### PROBLEM TO SOLVE
In your copy of the records, include every word exactly and no pictures.

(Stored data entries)

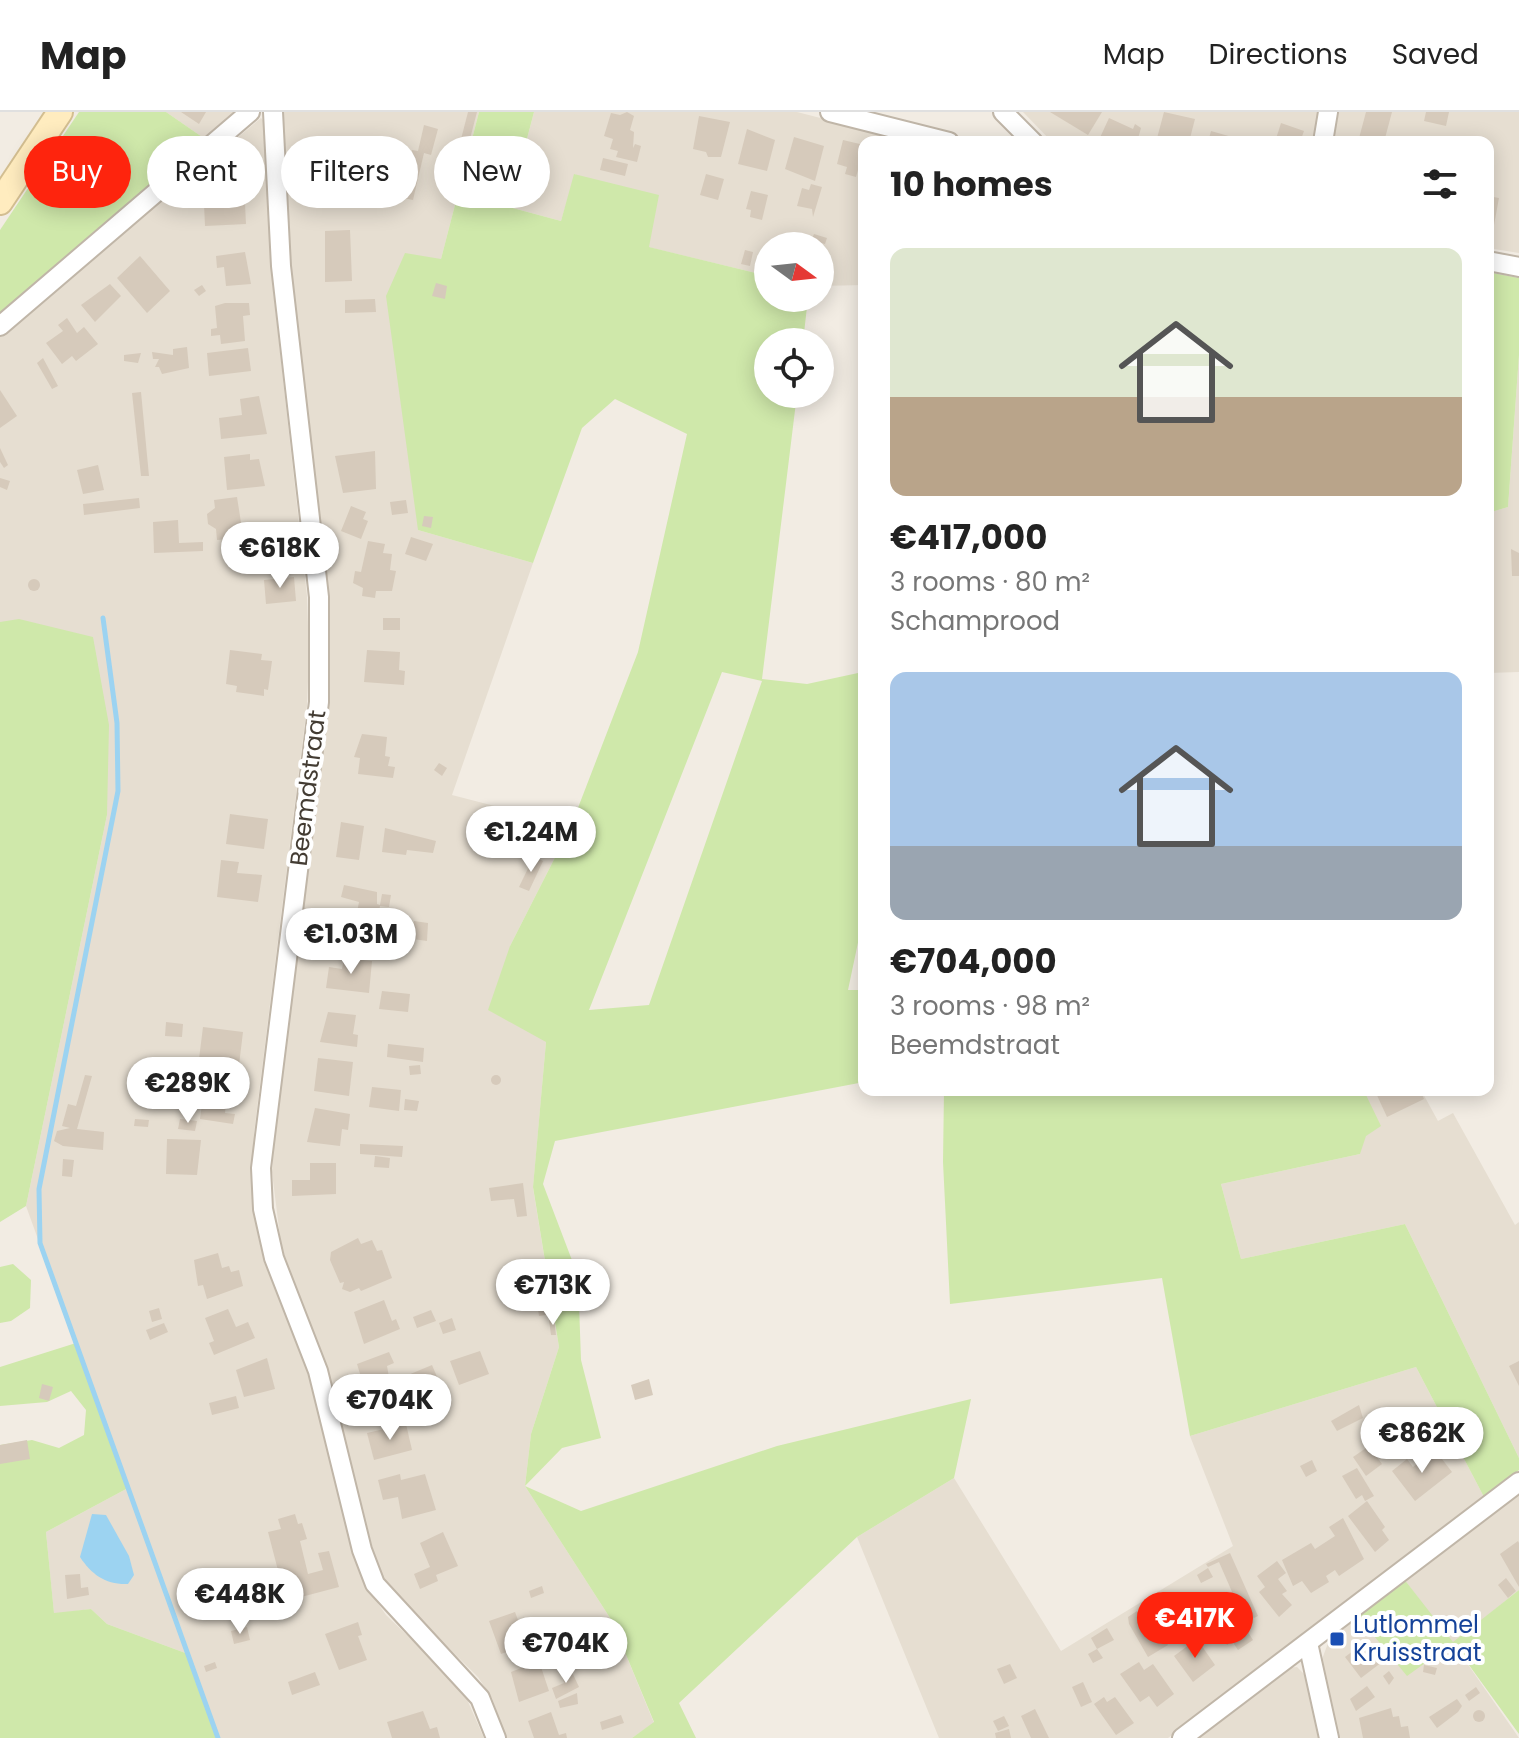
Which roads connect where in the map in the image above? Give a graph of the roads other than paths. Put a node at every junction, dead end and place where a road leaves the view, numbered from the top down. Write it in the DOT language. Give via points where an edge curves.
graph roads {
  1 [pos="60,112"];
  2 [pos="250,112"];
  3 [pos="273,112"];
  4 [pos="830,112"];
  5 [pos="1003,112"];
  6 [pos="1328,112"];
  7 [pos="925,136"];
  8 [pos="1025,136"];
  9 [pos="1324,136"];
  10 [pos="0,202"];
  11 [pos="1494,262"];
  12 [pos="1519,267"];
  13 [pos="0,326"];
  14 [pos="1519,1482"];
  15 [pos="1308,1643"];
  16 [pos="496,1738"];
  17 [pos="1182,1738"];
  18 [pos="1329,1738"];
  1 -- 10 [label="main road"];
  2 -- 13 [label="street"];
  3 -- 16 [label="street, Beemdstraat" via="281,266 319,597 320,653 319,702 261,1168 263,1209 274,1258 318,1371 375,1584 480,1698"];
  4 -- 7 [label="street"];
  5 -- 8 [label="street"];
  6 -- 9 [label="street"];
  11 -- 12 [label="street"];
  14 -- 15 [label="street"];
  15 -- 17 [label="street"];
  15 -- 18 [label="street"];
}
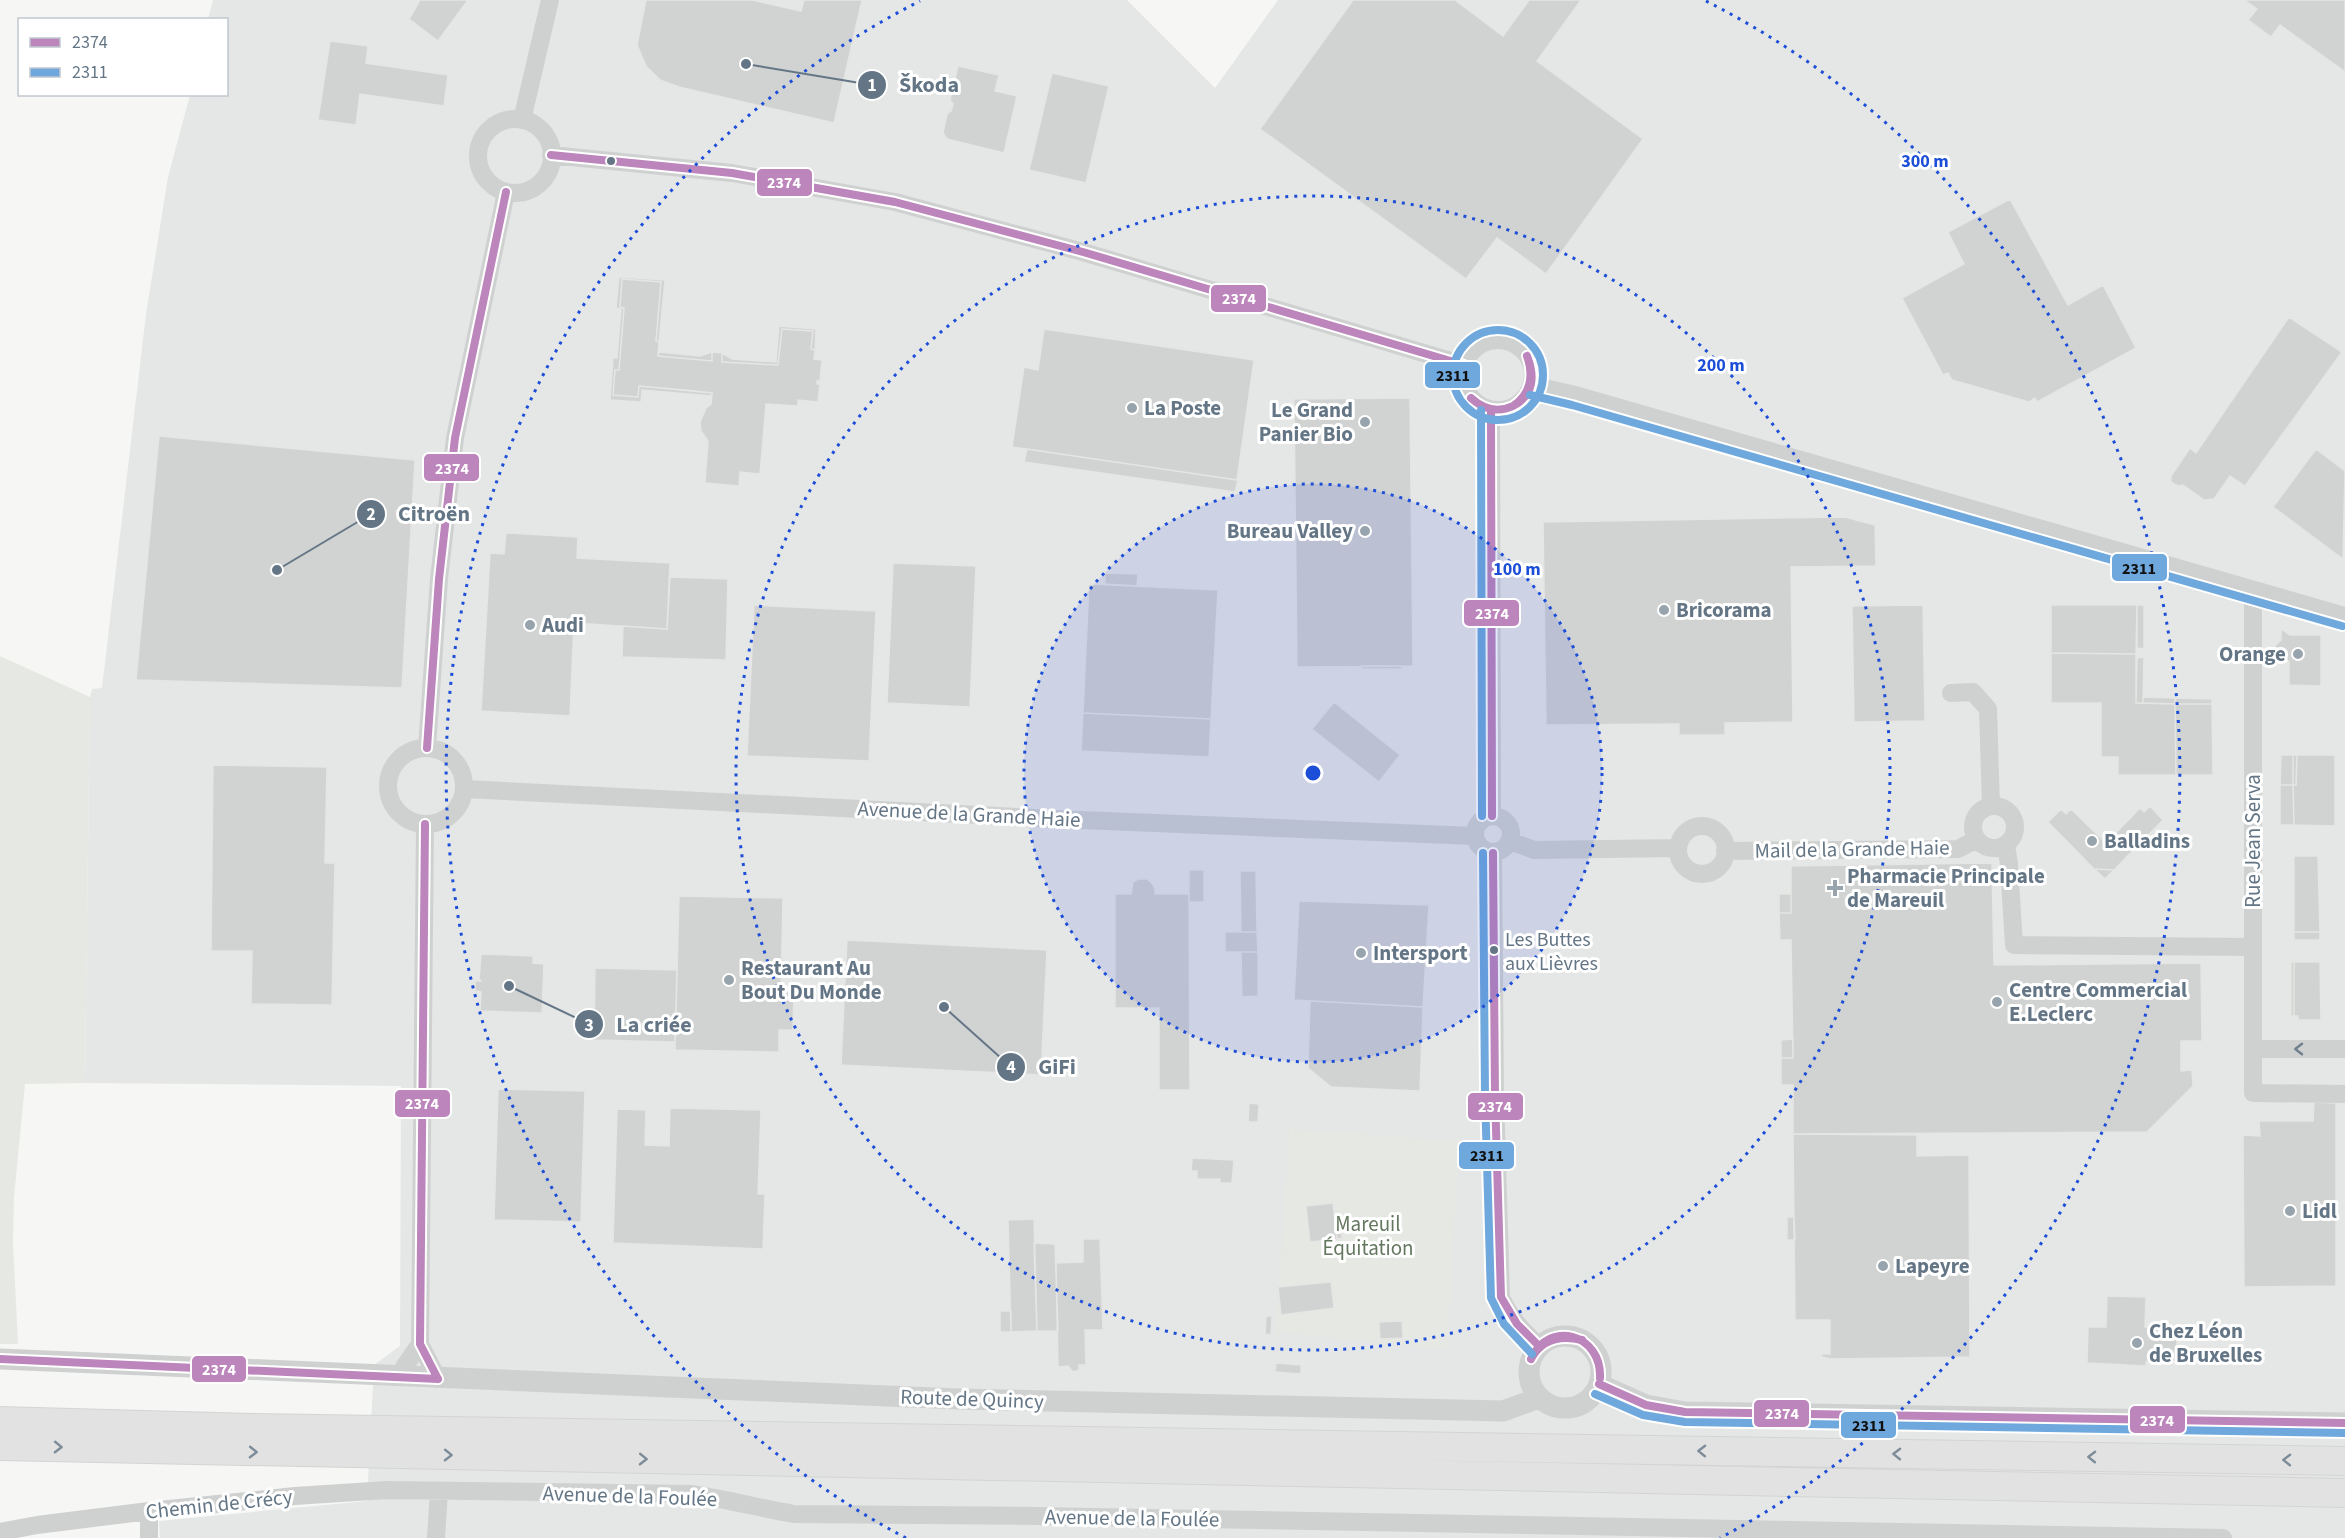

### TASK ANSWER
Which roads connect where in the map in the image above? Give a graph of the roads other than paths. Put a node at every junction, dead end and place where a road leaves the view, numbered from the top down. Write it in the DOT language. Give via points where an edge curves.
graph roads {
  1 [pos="60,112"];
  2 [pos="250,112"];
  3 [pos="273,112"];
  4 [pos="830,112"];
  5 [pos="1003,112"];
  6 [pos="1328,112"];
  7 [pos="925,136"];
  8 [pos="1025,136"];
  9 [pos="1324,136"];
  10 [pos="0,202"];
  11 [pos="1494,262"];
  12 [pos="1519,267"];
  13 [pos="0,326"];
  14 [pos="1519,1482"];
  15 [pos="1308,1643"];
  16 [pos="496,1738"];
  17 [pos="1182,1738"];
  18 [pos="1329,1738"];
  1 -- 10 [label="main road"];
  2 -- 13 [label="street"];
  3 -- 16 [label="street, Beemdstraat" via="281,266 319,597 320,653 319,702 261,1168 263,1209 274,1258 318,1371 375,1584 480,1698"];
  4 -- 7 [label="street"];
  5 -- 8 [label="street"];
  6 -- 9 [label="street"];
  11 -- 12 [label="street"];
  14 -- 15 [label="street"];
  15 -- 17 [label="street"];
  15 -- 18 [label="street"];
}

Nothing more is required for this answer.